- [Work required] Word for word, restate every line of the material.
⁂
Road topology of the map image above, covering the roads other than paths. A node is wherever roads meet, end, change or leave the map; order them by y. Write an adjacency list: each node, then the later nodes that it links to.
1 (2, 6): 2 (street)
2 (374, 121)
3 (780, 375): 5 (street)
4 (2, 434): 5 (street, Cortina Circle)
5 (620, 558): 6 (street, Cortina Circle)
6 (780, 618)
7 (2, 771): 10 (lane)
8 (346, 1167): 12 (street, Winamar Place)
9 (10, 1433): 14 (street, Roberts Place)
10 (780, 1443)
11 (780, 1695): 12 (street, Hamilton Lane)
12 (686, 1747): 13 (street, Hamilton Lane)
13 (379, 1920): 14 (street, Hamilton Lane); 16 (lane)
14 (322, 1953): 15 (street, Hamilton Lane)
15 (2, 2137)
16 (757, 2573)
⁂
- [Solved problem]
Road topology of the map image above, covering the roads other than paths. A node is wherever roads meet, end, change or leave the map; order them by y. Write an adjacency list: each node, then the later nodes that it links to.
1 (2, 6): 2 (street)
2 (374, 121)
3 (780, 375): 5 (street)
4 (2, 434): 5 (street, Cortina Circle)
5 (620, 558): 6 (street, Cortina Circle)
6 (780, 618)
7 (2, 771): 10 (lane)
8 (346, 1167): 12 (street, Winamar Place)
9 (10, 1433): 14 (street, Roberts Place)
10 (780, 1443)
11 (780, 1695): 12 (street, Hamilton Lane)
12 (686, 1747): 13 (street, Hamilton Lane)
13 (379, 1920): 14 (street, Hamilton Lane); 16 (lane)
14 (322, 1953): 15 (street, Hamilton Lane)
15 (2, 2137)
16 (757, 2573)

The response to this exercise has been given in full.